Arenila Temporal range: Maastrichtian PreꞒ Ꞓ O S D C P T J K Pg N

Scientific classification
- Domain: Eukaryota
- Kingdom: Animalia
- Phylum: Chordata
- Class: Reptilia
- Order: Testudines
- Suborder: Pleurodira
- Family: †Bothremydidae
- Clade: †Bothremydodda
- Tribe: †Taphrosphyini
- Genus: †Arenila De Broin & Werner, 1998
- Species: †A. krebsi
- Binomial name: †Arenila krebsi De Broin & Werner, 1998

= Arenila =

- Genus: Arenila
- Species: krebsi
- Authority: De Broin & Werner, 1998
- Parent authority: De Broin & Werner, 1998

Genus of reptiles

Arenila is an extinct genus of bothremydid pleurodiran turtle that was discovered in the Western Desert of Egypt.
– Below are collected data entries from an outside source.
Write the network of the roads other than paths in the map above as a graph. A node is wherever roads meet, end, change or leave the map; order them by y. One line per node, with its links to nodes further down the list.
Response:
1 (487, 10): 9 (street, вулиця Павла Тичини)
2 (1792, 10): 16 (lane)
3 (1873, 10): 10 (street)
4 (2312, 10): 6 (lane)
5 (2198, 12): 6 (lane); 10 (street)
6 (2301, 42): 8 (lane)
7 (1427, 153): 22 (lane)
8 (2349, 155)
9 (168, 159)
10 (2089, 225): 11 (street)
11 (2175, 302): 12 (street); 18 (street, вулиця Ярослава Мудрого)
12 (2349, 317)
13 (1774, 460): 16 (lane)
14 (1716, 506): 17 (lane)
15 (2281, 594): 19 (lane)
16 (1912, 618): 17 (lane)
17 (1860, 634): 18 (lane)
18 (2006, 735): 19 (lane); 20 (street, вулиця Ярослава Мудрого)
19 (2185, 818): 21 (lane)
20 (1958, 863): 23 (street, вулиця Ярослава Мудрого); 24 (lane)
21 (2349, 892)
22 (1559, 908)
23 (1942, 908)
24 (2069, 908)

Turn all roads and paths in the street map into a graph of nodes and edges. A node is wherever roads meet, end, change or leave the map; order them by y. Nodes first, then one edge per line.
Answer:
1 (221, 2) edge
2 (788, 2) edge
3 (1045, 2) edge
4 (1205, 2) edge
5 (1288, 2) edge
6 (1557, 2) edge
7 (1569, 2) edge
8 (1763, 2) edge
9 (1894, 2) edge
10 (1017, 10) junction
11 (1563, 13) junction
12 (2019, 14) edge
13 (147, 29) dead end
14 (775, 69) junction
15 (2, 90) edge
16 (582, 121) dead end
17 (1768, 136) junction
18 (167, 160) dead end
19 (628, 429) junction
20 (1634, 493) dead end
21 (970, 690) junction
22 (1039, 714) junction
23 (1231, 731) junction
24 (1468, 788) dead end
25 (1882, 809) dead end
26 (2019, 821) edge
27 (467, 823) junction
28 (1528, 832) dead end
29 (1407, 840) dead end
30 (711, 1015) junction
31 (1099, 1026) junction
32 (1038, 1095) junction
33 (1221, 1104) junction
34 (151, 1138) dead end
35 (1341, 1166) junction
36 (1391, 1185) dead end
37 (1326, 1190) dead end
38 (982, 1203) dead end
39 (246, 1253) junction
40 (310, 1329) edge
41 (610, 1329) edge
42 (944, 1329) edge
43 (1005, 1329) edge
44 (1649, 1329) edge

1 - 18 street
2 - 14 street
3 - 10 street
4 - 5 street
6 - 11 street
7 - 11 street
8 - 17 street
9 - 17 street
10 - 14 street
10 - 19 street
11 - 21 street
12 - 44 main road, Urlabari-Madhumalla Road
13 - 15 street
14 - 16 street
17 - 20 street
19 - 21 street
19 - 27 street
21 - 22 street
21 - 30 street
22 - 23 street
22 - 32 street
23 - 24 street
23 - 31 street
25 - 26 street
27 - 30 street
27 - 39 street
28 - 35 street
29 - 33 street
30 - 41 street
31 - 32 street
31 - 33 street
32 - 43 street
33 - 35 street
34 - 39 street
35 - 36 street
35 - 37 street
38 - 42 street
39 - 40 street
The genus consists solely of type species A. krebsi.

== Discovery ==
Arenila was discovered in the Ammonite Hill Member of the Dakhla Formation, Egypt, which dates back to the Maastrichtian.

== Description ==
The holotype of Arenila is a partial skull. Most of the prefrontal is preserved on the skull's left side, but lacks the anterior margin, while the right side is completely missing. The sutures are clearly visible, with the bone edges being slightly displaced. The prefrontal is broken by a parasagittal crack running from the frontal suture to the eroded edge of the prefrontal.

== Etymology ==
The generic name of Arenila is derived from the Latin arena "sand".